# [TASK DIRECTIONS]
Look through the records and copy each line that has "labels" in it.

# [MATERIAL FOR THE TASK]

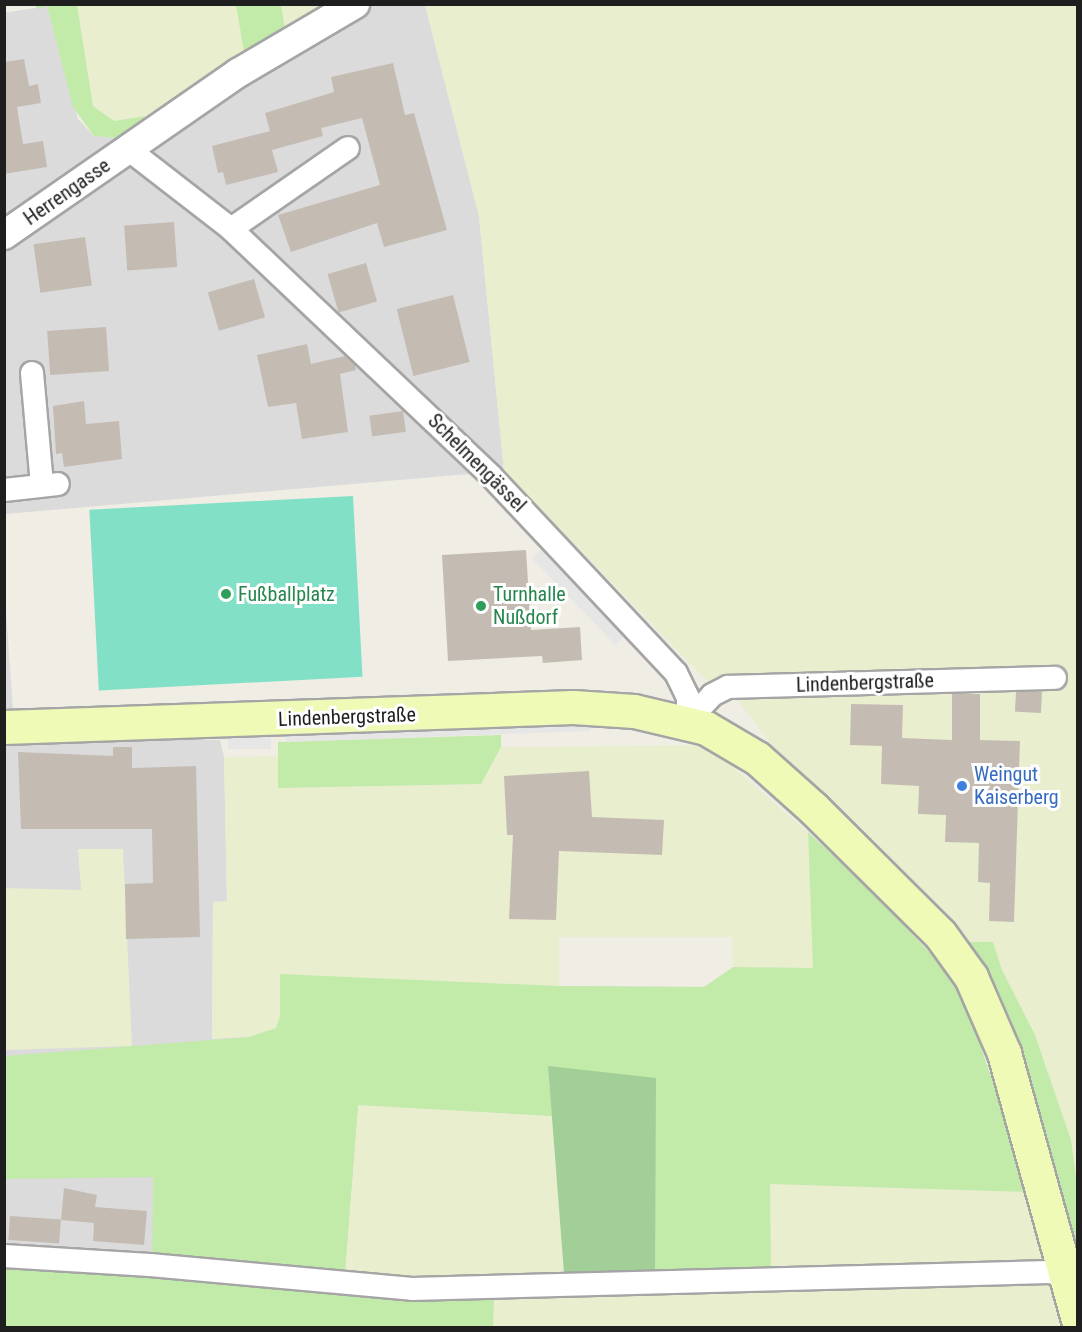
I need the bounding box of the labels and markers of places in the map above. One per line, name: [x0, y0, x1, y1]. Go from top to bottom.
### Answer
--
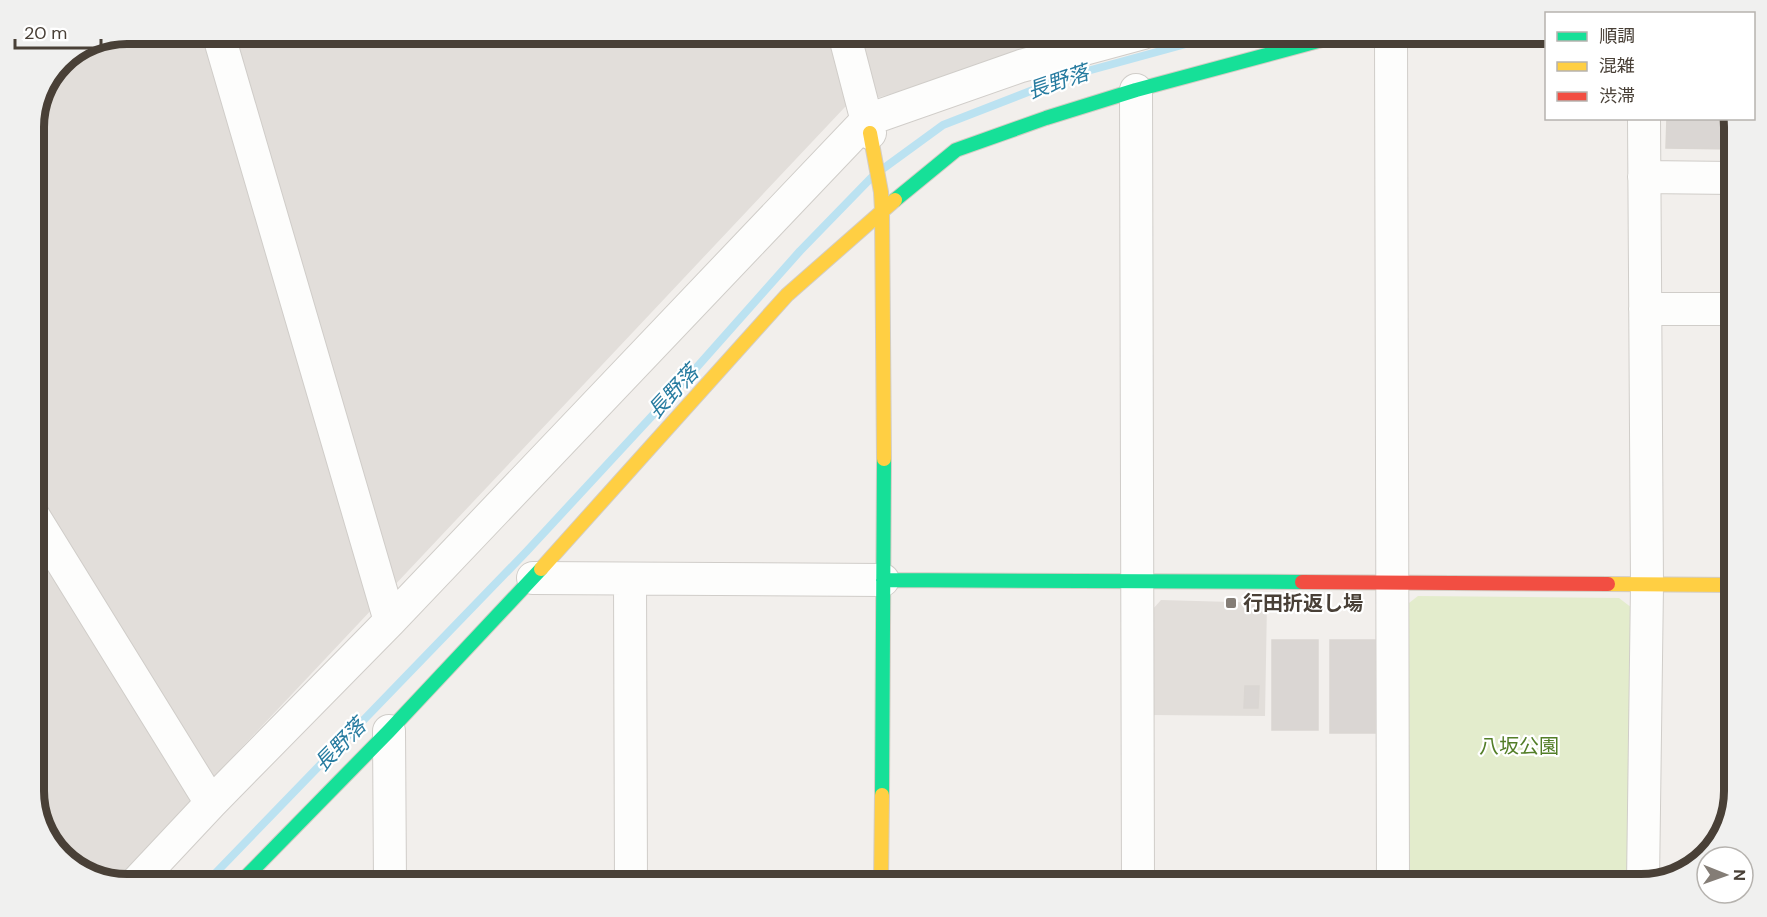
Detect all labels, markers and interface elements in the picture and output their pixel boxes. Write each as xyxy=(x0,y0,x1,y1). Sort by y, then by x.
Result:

# [EXERCISE SOLUTION]
I need the bounding box of the labels and markers of places in the map above. One per line, name: [x0, y0, x1, y1]. Go from top to bottom.
Detect all labels, markers and interface elements in the picture and output their pixel boxes. Write each as xyxy=(x0,y0,x1,y1). Sort by y, then by x.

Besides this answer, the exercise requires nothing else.